Adesso, improvvisamente, sembra che si siano trovati tutti d’accordo nel ritenerla un’opera prioritaria. Da Dario Franceschini, a cui sembra che sia corretto che l’alta velocità/capacità ferroviaria, dopo 10 anni che come dice Trenitalia ha collegato il Paese dimenticando che si ferma a Salerno, arrivi fino ad Augusta/Palermo, cosa impossibile se non si fa il ponte, visto che i treni ad alta velocità non si possono traghettare e che rappresenta quella parte del Pd, proveniente dalla Margherita, meno ideologizzata.

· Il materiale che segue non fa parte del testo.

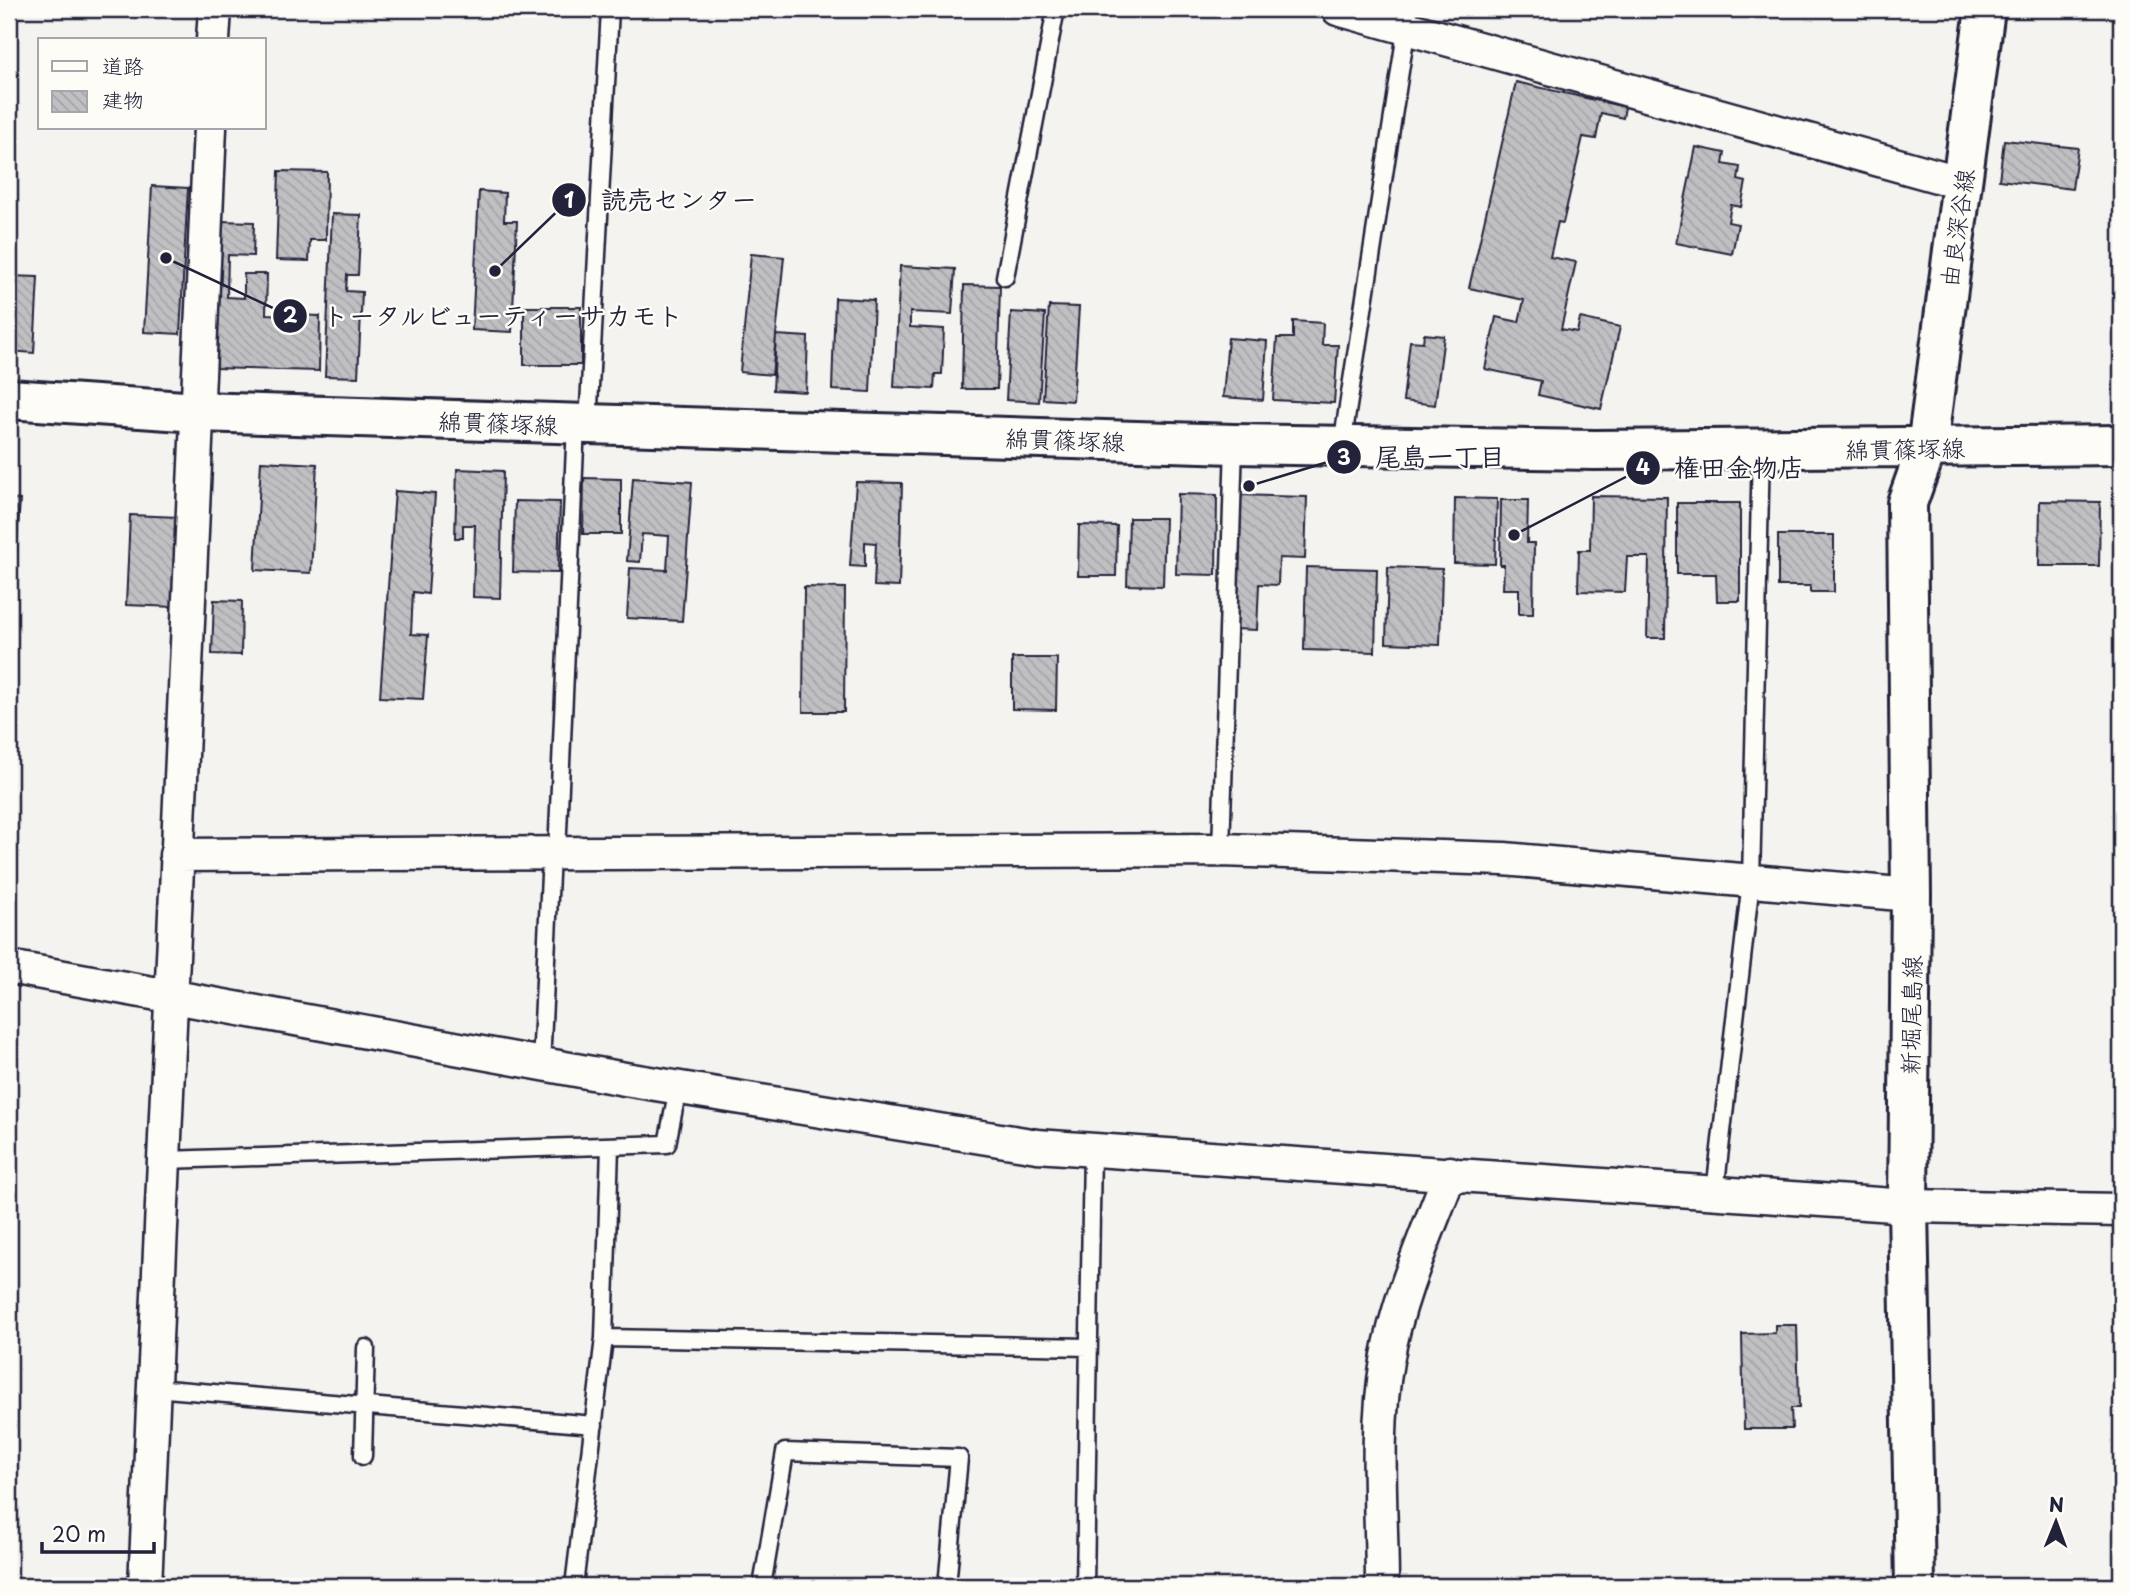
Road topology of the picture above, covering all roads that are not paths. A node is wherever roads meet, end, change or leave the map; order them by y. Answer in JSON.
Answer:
{"nodes":[{"id":1,"x":215,"y":9,"type":"edge"},
{"id":2,"x":610,"y":9,"type":"edge"},
{"id":3,"x":1056,"y":9,"type":"edge"},
{"id":4,"x":1338,"y":9,"type":"edge"},
{"id":5,"x":1985,"y":9,"type":"edge"},
{"id":6,"x":1402,"y":20,"type":"edge"},
{"id":7,"x":213,"y":38,"type":"edge"},
{"id":8,"x":210,"y":130,"type":"edge"},
{"id":9,"x":1962,"y":183,"type":"junction"},
{"id":10,"x":1005,"y":277,"type":"dead end"},
{"id":11,"x":9,"y":399,"type":"edge"},
{"id":12,"x":198,"y":412,"type":"junction"},
{"id":13,"x":582,"y":425,"type":"junction"},
{"id":14,"x":1234,"y":444,"type":"junction"},
{"id":15,"x":1342,"y":445,"type":"junction"},
{"id":16,"x":2121,"y":446,"type":"edge"},
{"id":17,"x":1927,"y":447,"type":"junction"},
{"id":18,"x":1761,"y":449,"type":"junction"},
{"id":19,"x":1221,"y":850,"type":"junction"},
{"id":20,"x":554,"y":854,"type":"junction"},
{"id":21,"x":176,"y":855,"type":"junction"},
{"id":22,"x":1751,"y":881,"type":"junction"},
{"id":23,"x":1911,"y":895,"type":"junction"},
{"id":24,"x":9,"y":967,"type":"edge"},
{"id":25,"x":173,"y":998,"type":"junction"},
{"id":26,"x":541,"y":1065,"type":"junction"},
{"id":27,"x":678,"y":1088,"type":"junction"},
{"id":28,"x":610,"y":1146,"type":"junction"},
{"id":29,"x":1092,"y":1150,"type":"junction"},
{"id":30,"x":165,"y":1160,"type":"junction"},
{"id":31,"x":1450,"y":1173,"type":"junction"},
{"id":32,"x":1715,"y":1192,"type":"junction"},
{"id":33,"x":1908,"y":1206,"type":"junction"},
{"id":34,"x":2121,"y":1210,"type":"edge"},
{"id":35,"x":604,"y":1338,"type":"junction"},
{"id":36,"x":1089,"y":1347,"type":"junction"},
{"id":37,"x":366,"y":1348,"type":"dead end"},
{"id":38,"x":154,"y":1388,"type":"junction"},
{"id":39,"x":365,"y":1406,"type":"junction"},
{"id":40,"x":594,"y":1425,"type":"junction"},
{"id":41,"x":363,"y":1456,"type":"dead end"},
{"id":42,"x":145,"y":1586,"type":"edge"},
{"id":43,"x":574,"y":1586,"type":"edge"},
{"id":44,"x":762,"y":1586,"type":"edge"},
{"id":45,"x":947,"y":1586,"type":"edge"},
{"id":46,"x":1084,"y":1586,"type":"edge"},
{"id":47,"x":1382,"y":1586,"type":"edge"},
{"id":48,"x":1915,"y":1586,"type":"edge"}],
"edges":[{"from":1,"to":7,"type":"street"},
{"from":2,"to":13,"type":"lane"},
{"from":3,"to":10,"type":"lane"},
{"from":4,"to":6,"type":"street"},
{"from":5,"to":9,"type":"main road","name":"由良深谷線"},
{"from":6,"to":9,"type":"street"},
{"from":6,"to":15,"type":"lane"},
{"from":8,"to":12,"type":"street"},
{"from":9,"to":17,"type":"main road","name":"由良深谷線"},
{"from":11,"to":12,"type":"main road","name":"綿貫篠塚線"},
{"from":12,"to":13,"type":"main road","name":"綿貫篠塚線"},
{"from":12,"to":21,"type":"street"},
{"from":13,"to":14,"type":"main road","name":"綿貫篠塚線"},
{"from":13,"to":20,"type":"lane"},
{"from":14,"to":15,"type":"main road","name":"綿貫篠塚線"},
{"from":14,"to":19,"type":"lane"},
{"from":15,"to":18,"type":"main road","name":"綿貫篠塚線"},
{"from":16,"to":17,"type":"main road","name":"綿貫篠塚線"},
{"from":17,"to":18,"type":"main road","name":"綿貫篠塚線"},
{"from":17,"to":23,"type":"main road","name":"新堀尾島線"},
{"from":18,"to":22,"type":"lane"},
{"from":19,"to":20,"type":"street"},
{"from":19,"to":22,"type":"street"},
{"from":20,"to":21,"type":"street"},
{"from":20,"to":26,"type":"lane"},
{"from":21,"to":25,"type":"street"},
{"from":22,"to":23,"type":"street"},
{"from":22,"to":32,"type":"lane"},
{"from":23,"to":33,"type":"main road","name":"新堀尾島線"},
{"from":24,"to":25,"type":"street"},
{"from":25,"to":26,"type":"street"},
{"from":25,"to":30,"type":"street"},
{"from":26,"to":27,"type":"street"},
{"from":27,"to":28,"type":"lane"},
{"from":27,"to":29,"type":"street"},
{"from":28,"to":30,"type":"lane"},
{"from":28,"to":35,"type":"lane"},
{"from":29,"to":31,"type":"street"},
{"from":29,"to":36,"type":"lane"},
{"from":30,"to":38,"type":"street"},
{"from":31,"to":32,"type":"street"},
{"from":31,"to":47,"type":"street"},
{"from":32,"to":33,"type":"street"},
{"from":33,"to":34,"type":"street"},
{"from":33,"to":48,"type":"main road","name":"新堀尾島線"},
{"from":35,"to":36,"type":"lane"},
{"from":35,"to":40,"type":"lane"},
{"from":36,"to":46,"type":"lane"},
{"from":37,"to":39,"type":"lane"},
{"from":38,"to":39,"type":"lane"},
{"from":38,"to":42,"type":"street"},
{"from":39,"to":40,"type":"lane"},
{"from":39,"to":41,"type":"lane"},
{"from":40,"to":43,"type":"lane"},
{"from":44,"to":45,"type":"lane"}]}
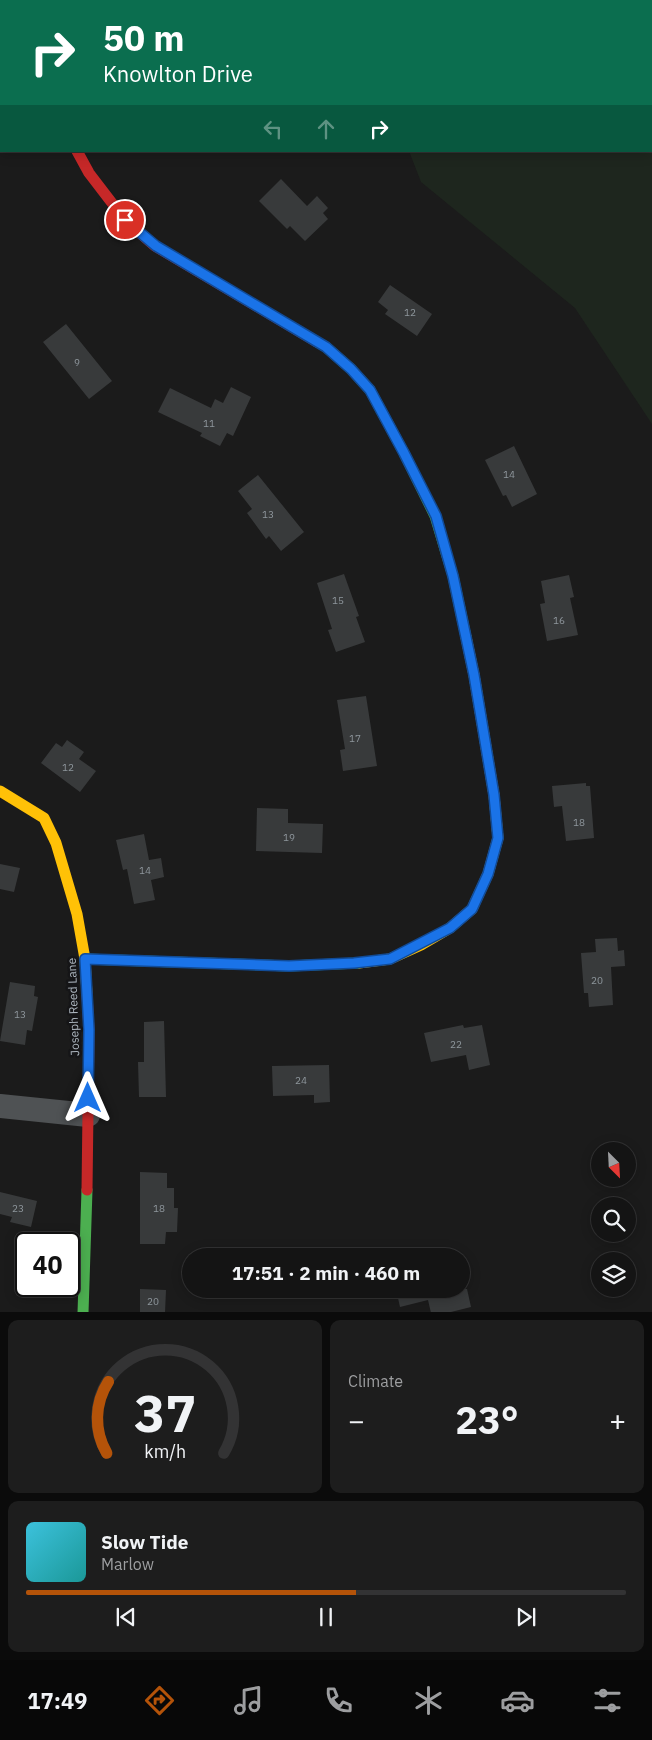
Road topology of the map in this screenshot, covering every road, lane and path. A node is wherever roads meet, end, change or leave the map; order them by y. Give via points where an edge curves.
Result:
1 (78, 152) edge
2 (0, 791) edge
3 (85, 959) junction
4 (0, 1106) edge
5 (88, 1114) junction
6 (83, 1312) edge

1 - 3 street via 89,173 125,220 156,246 326,347 370,390 436,516 453,576 474,675 498,838 488,874 472,909 450,928 390,959 289,966
2 - 3 street, Joseph Reed Lane via 44,818 56,843 78,914
3 - 5 street, Joseph Reed Lane via 89,1030
4 - 5 street
5 - 6 street, Joseph Reed Lane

D’altra parte sostiene giustamente che parlare di turismo al Sud, senza collegamenti veloci, è una utopia e che invece è necessario visto che il Sud è un giacimento culturale ancora sfruttato pochissimo. Anche Italia Viva, con Matteo Renzi, ritorna sull’argomento, dopo essere stato favorevole quando era segretario del Pd e presidente del Consiglio, per dire che non ha senso lasciare non collegato tutto il Sud. Ma la cosa che sembra strana è che anche Matteo Salvini, parlando domenica da Giletti, si dichiara favorevole. Sarà la posizione diversa della Lega che da Nord è diventata nazionale. La Meloni, con Fratelli d’Italia, si è dichiarata da sempre a favore, per cui sembrerebbero contrari solo i Cinque stelle che si oppongono alle grandi opere e ai grandi eventi, visto come è finita la candidatura di Roma alle Olimpiadi. Peraltro Grillo si è immediatamente preoccupato di attaccare Matteo Renzi per questa rinnovato rilancio dell’opera.

CORAGGIO E SCENEGGIATE

E poi anche Giuseppe Provenzano, ministro per il Mezzogiorno, ha preso posizione dichiarando che il Ponte è stato sempre un’arma di distrazione di massa per non fare nemmeno le altre opere. Credo che in un momento quale quello che viviamo e quello che ci aspetta sarebbe un’ottima idea pensare in grande e diventare la base logistica del Mediterraneo come sempre ha suggerito la Svimez. E per una tale operazione il ponte è indispensabile, come lo è per un avanzamento della ricerca nel settore, come la comunità scientifica internazionale ha dichiarato con un manifesto firmato da moltissimi studiosi. Ma farlo fa parte di quel coraggio che se non lo hai e non te lo puoi dare. Vedremo. Intanto la sceneggiata continua.